Congratulations Telestream!

Telestream’s purchase of Massachusetts-based IneoQuest, the company’s seventh acquisition, is larger than the company’s previous six combined. “This puts us on a whole new level,” Telestream Chief Executive Officer Dan Castles said.

The Nevada City company is a privately held provider of software and hardware products for video capture, encoding and transcoding started with 11 employees 11 years ago that has grown to more than 400. Its purchase of IneoQuest should make the company even more lucrative.

The merger should eliminate what Chief Executive Officer Dan Castles referred to as blind spots in the video enterprise.

“What Telestream has done is to be focused on helping people who create content,” Castles said. “We get that content ready and packaged for mass distribution.

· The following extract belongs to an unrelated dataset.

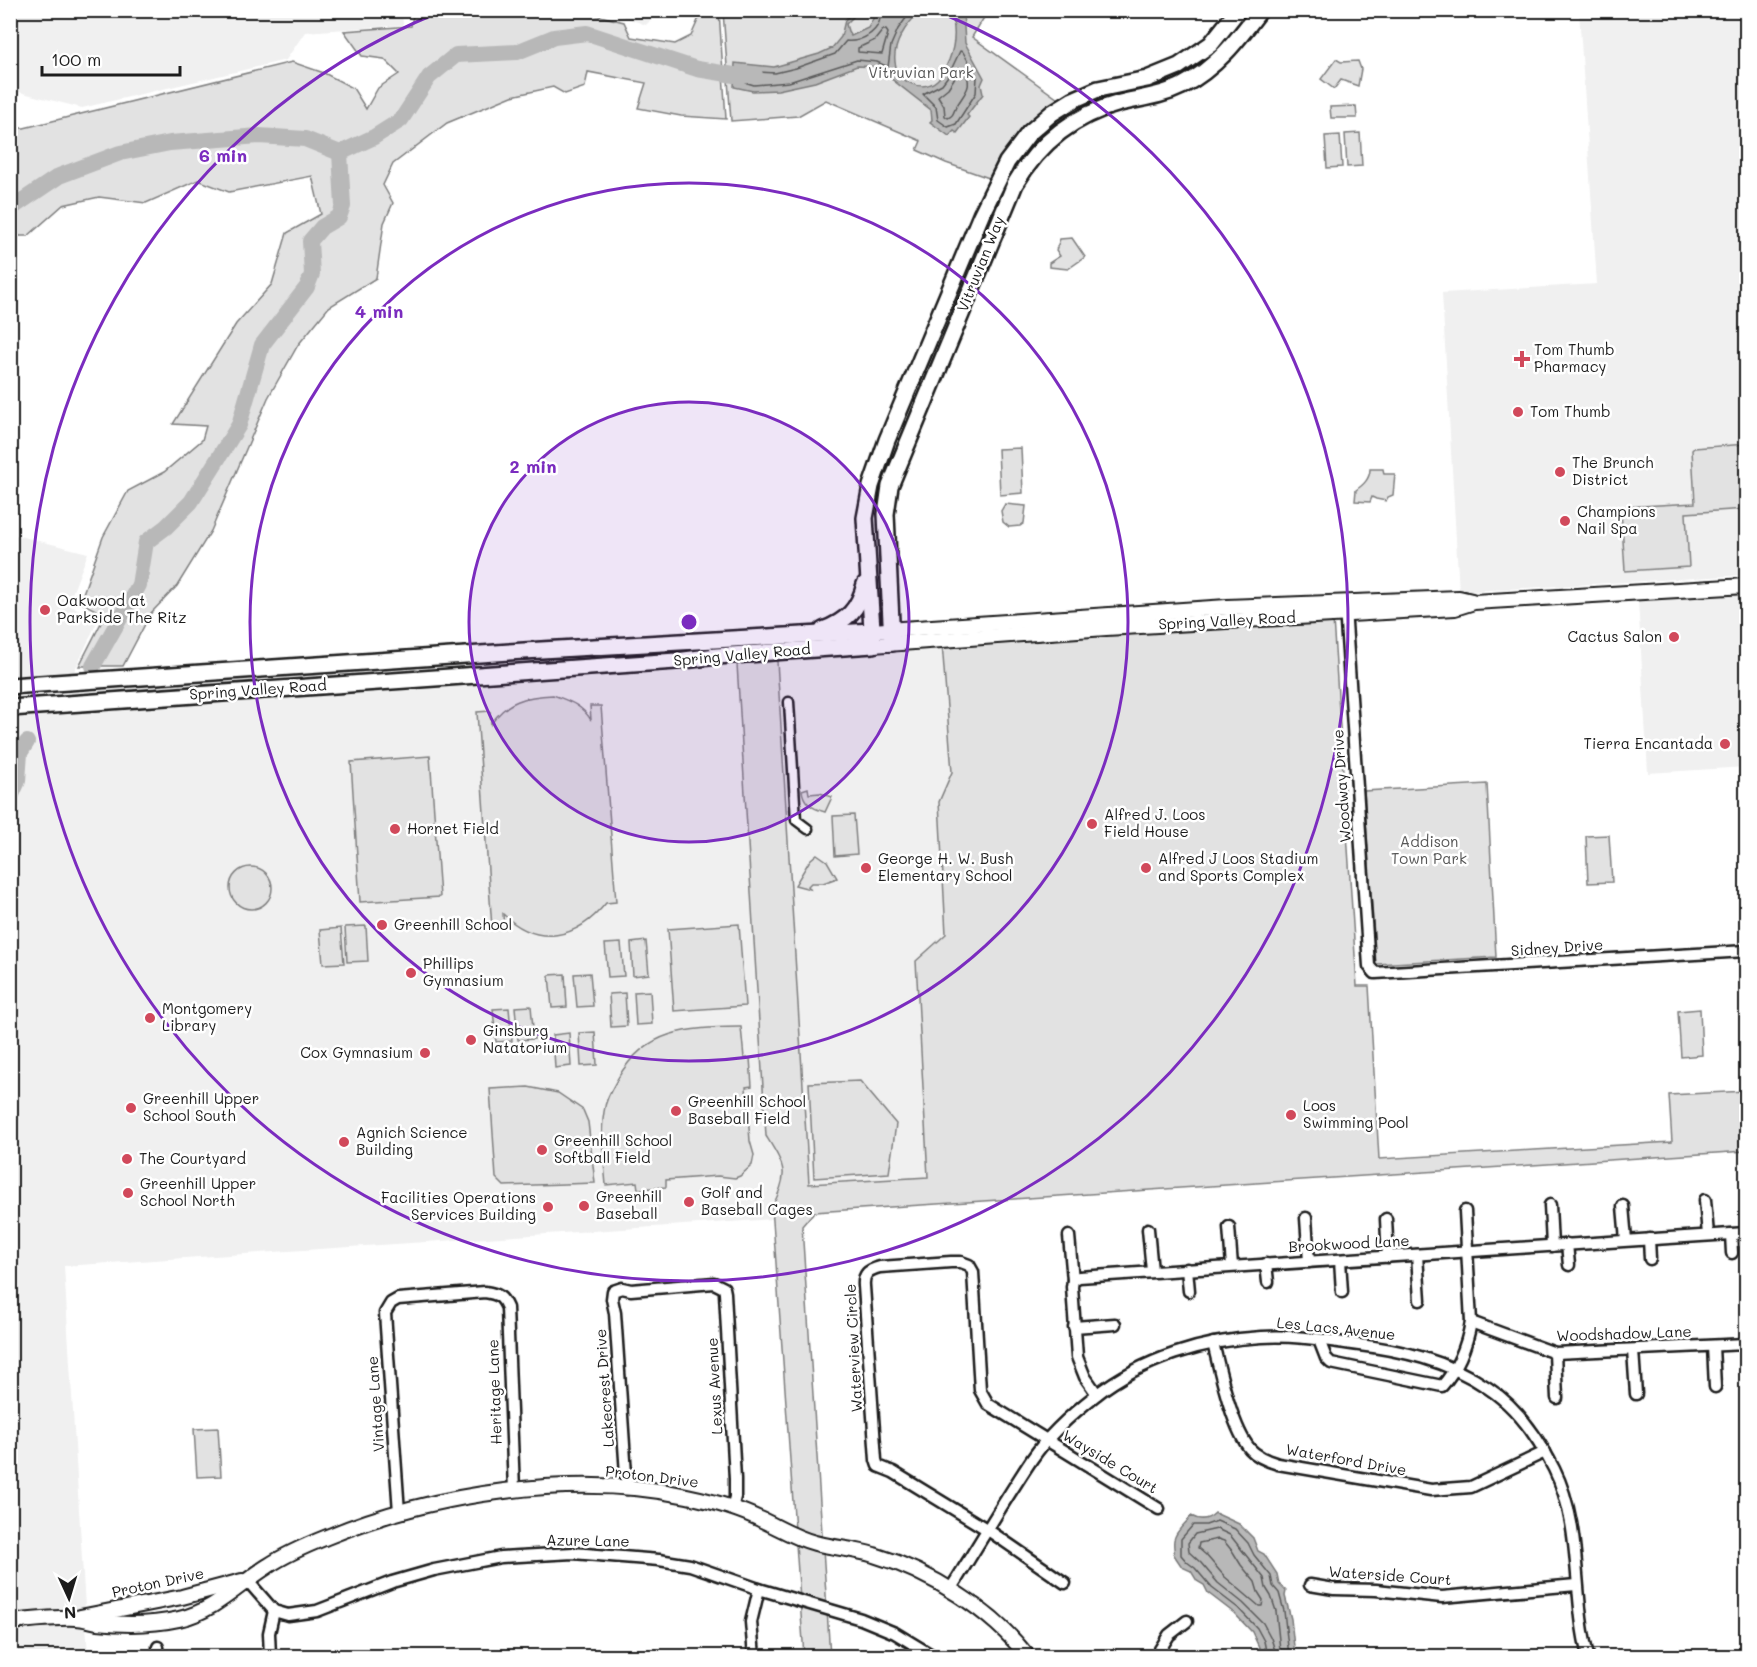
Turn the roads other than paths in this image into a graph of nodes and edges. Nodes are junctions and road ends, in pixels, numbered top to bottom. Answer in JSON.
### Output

We kind of say goodbye when the content goes to all the desktops and all the homes. We don’t do that.

“IneoQuest would say their roll is to monitor the live content that’s being distributed to all the eyeballs. So they’re on the distribution side. One way of thinking about this is there is contribution and there is distribution. They’re into distribution. So the new Telestream is what we’re calling from creation to the viewers.”

Castles said the merger makes Telestream one of the world’s only companies that allows viewers to capture an image on camera, help people ingest that content, create the final piece, and then quality control that final content.

“That’s when we hand over that to the people that oversee that content and with the acquisition, we will also monitor that content.”

The ultimate process means, according to Castles, the video production process through the new Telestream will be unparalleled.

“Cradle to grave, the users of our combined products will be able to use the best quality possible from initial creation to the desktop viewer … There used to be a start and a stop point. Now it runs the entire gamut … We don’t have a particular blind spot anymore. Before, it was, ‘No, we don’t go down that street.’ Now we go down all the streets. That’s very exciting for us.”

From the start of merger talks, the process took a little more than a year.
The deal was signed last week, but as Castles put it, they don’t have the keys to the proverbial car yet. There’s a three-week legal process, and the target date is March 24 for closing and officially merging.

Castles said the companies have combined revenues well in excess of $100 million but wouldn’t go into more detail. He also said there should be additional jobs in Nevada City. And while he wouldn’t specify, he did say the new jobs should total in double figures.